Hens on the run. (UPC sanctuary photo by Davida G. Breier)
The consciousness of other animals including birds is similarly rooted in and shaped by emotional memory. Birds possess regions of the brain that give rise to experience in much the same way as the human cerebral cortex. Scientists cite neurological evidence that the amputated stump of a debeaked bird retains a “memory” of the missing beak part even after healing has occurred. They cite the persistence of “ancestral memories” in factory-farmed chickens who, though they have never felt the ground under their feet before, show the same drive, given the chance, to forage in the soil that motivates their jungle-fowl relatives. [For more on this, see the book Through Our Eyes Only?: The Search for Animal Consciousness]

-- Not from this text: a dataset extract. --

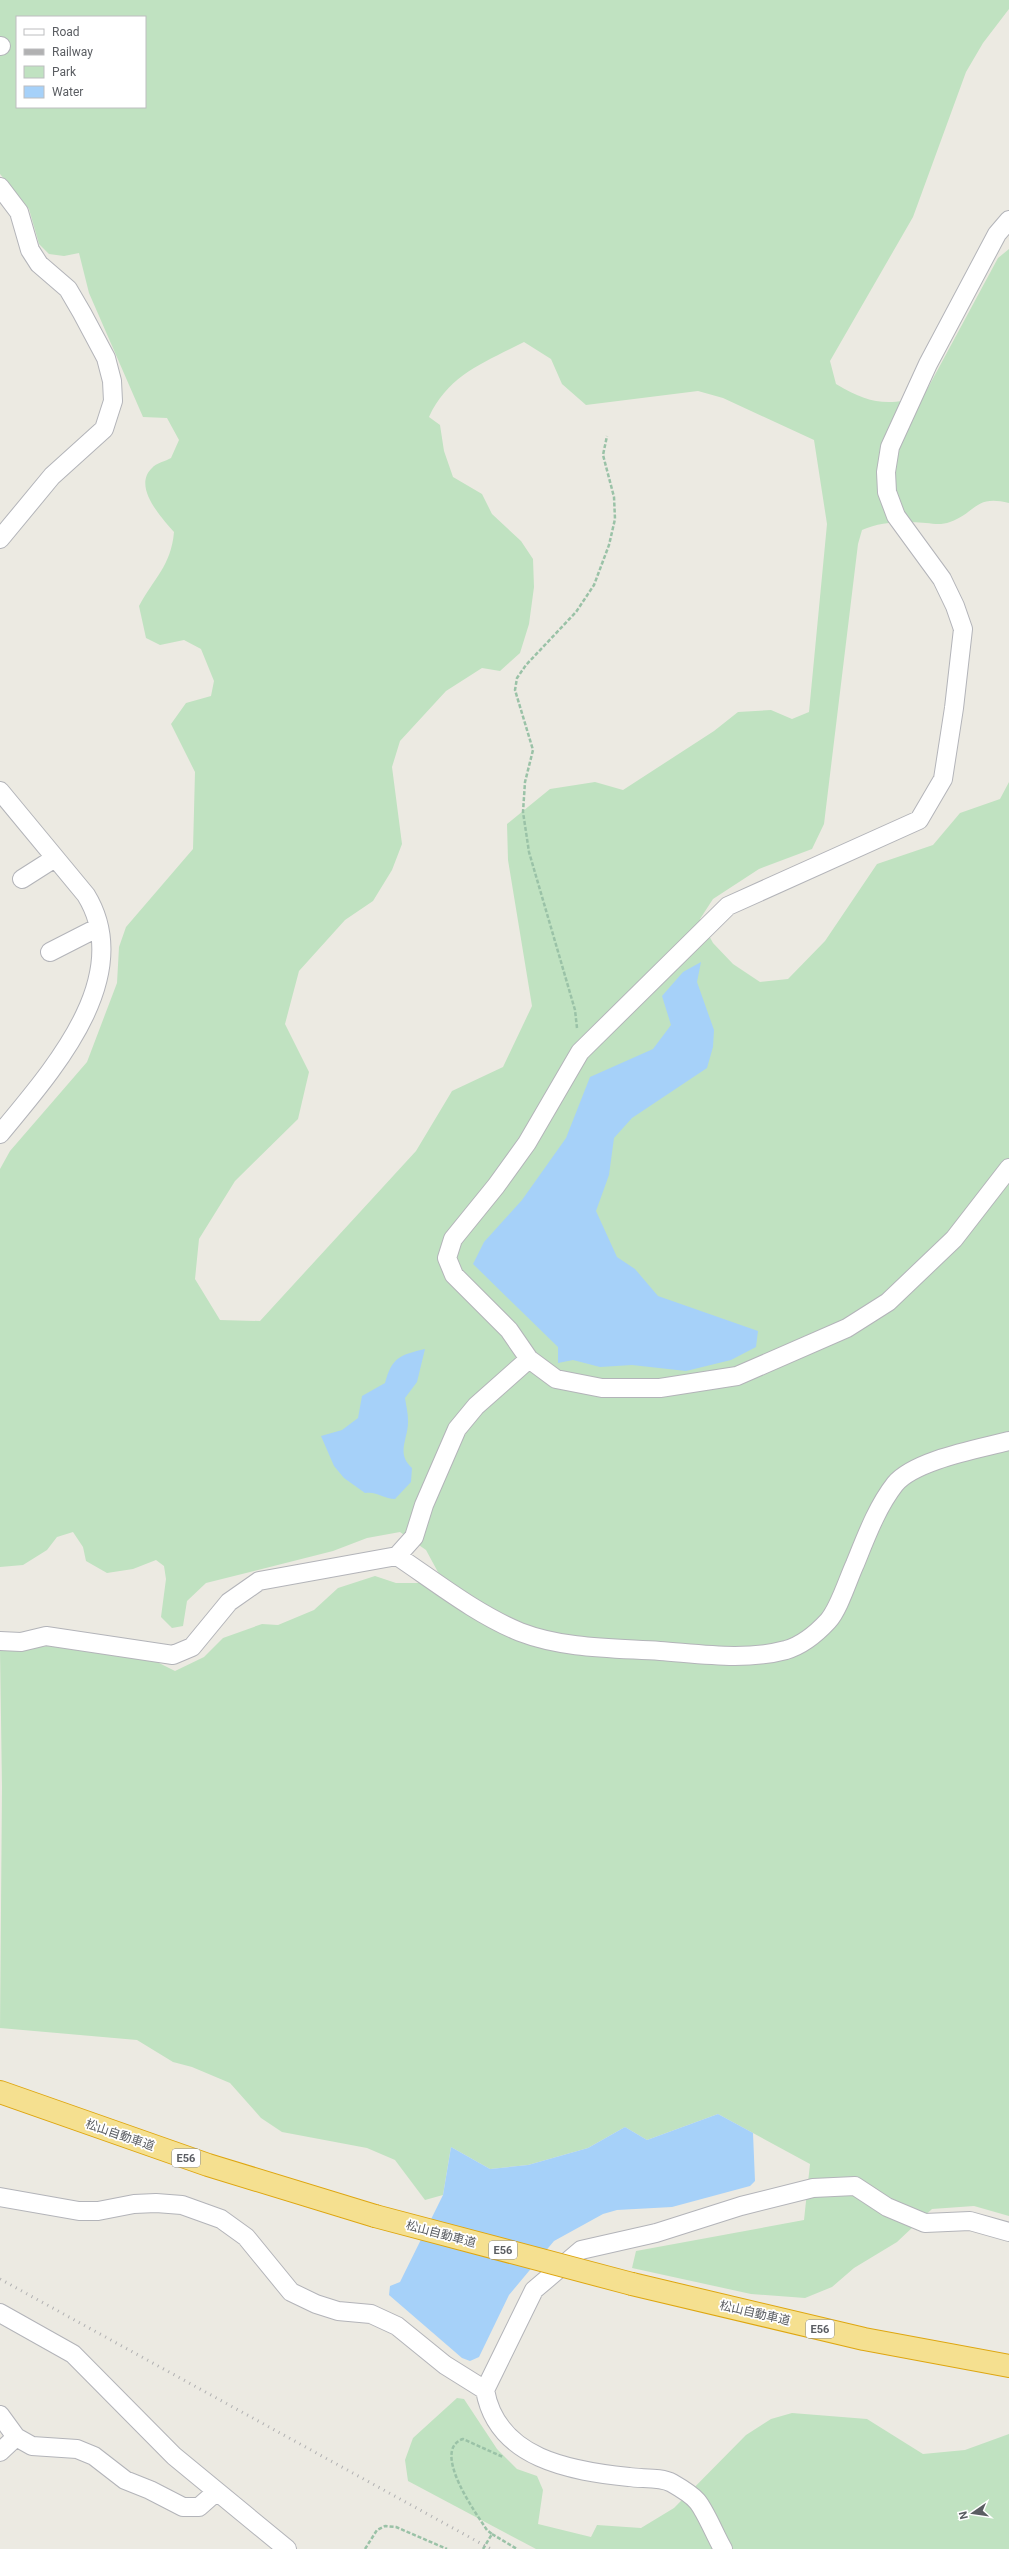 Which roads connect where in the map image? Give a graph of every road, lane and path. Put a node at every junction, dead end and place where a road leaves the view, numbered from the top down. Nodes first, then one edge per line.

Perhaps these deeply-structured memory formations and ineffable networks of knowledge in a factory-farmed chicken give rise to “phantom limbic memories”—to subjective, embodied experiences in which even dismembered and mutilated body parts awaken a distant memory of who he or she really is, or was. If this is true, are such memories of essential identity experienced as a compensation or a curse? We’ve become accustomed, through the environmental movement, to think of species extinction as the worst fate that can befall a sentient organism. However, the ceaseless proliferation of selves in hell, forever unable to stop being born, is, in a way, worse.
The poultry industry boasts that the “technology built into buildings and equipment is embodied genetically into the chicken itself.” Taking this embodiment to the ultimate extreme of destroying the very being of a bird for “better welfare,” and linking the destruction with “significantly increased quality of life,” accords with the agribusiness view of animals as mere raw material to be manipulated at will. Disenhancement will never eliminate the suffering of chickens or reduce our relentless mistreatment of them. A whole different approach to our fellow creatures is required to stop the injustice and take away the pain.